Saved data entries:
* * *

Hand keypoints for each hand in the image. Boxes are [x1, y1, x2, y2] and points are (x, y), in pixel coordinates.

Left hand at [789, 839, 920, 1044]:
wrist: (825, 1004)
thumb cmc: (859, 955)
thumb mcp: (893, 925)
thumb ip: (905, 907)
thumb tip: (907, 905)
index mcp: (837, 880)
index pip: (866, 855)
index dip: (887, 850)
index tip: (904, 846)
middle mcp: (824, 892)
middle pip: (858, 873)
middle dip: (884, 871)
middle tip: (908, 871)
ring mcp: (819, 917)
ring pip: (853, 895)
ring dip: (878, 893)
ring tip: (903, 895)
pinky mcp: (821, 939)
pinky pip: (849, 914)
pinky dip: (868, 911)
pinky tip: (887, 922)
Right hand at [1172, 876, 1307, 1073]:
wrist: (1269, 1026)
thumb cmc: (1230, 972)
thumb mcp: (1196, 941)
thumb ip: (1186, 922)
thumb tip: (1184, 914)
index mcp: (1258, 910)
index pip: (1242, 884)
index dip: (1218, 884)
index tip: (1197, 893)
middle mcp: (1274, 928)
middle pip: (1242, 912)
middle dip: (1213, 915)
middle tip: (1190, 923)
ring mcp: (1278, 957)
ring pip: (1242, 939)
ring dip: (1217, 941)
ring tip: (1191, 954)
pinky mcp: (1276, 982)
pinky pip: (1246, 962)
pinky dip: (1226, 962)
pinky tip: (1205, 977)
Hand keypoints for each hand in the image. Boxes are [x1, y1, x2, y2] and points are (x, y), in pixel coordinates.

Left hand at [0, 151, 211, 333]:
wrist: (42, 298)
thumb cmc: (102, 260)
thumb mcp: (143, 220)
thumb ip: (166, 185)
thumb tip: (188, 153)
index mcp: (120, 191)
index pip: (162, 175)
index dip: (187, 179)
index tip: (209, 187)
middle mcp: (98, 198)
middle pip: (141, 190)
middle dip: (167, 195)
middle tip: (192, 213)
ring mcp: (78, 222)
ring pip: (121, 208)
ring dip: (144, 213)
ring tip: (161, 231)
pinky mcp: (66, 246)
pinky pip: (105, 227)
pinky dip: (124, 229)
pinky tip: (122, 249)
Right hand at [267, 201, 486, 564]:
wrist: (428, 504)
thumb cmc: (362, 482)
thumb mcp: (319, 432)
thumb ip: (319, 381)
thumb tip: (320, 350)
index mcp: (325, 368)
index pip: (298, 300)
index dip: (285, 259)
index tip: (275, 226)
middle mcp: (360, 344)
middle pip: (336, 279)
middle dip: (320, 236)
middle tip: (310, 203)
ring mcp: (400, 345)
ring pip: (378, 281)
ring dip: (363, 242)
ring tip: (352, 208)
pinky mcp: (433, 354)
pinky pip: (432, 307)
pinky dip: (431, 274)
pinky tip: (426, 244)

* * *

Assignment: Please return all lines above in which the string "hand" is found.

Exercise solution:
Hand keypoints for each hand in the image. Boxes are [x1, y1, x2, y2] and points are (x, y), in pixel coordinates.
Left hand at [789, 839, 920, 1044]:
Right hand at [1172, 876, 1307, 1073]:
Hand keypoints for each hand in the image. Boxes are [x1, y1, x2, y2] and points are (x, y), in pixel coordinates.
Left hand at [0, 151, 211, 333]:
Right hand at [267, 201, 486, 564]:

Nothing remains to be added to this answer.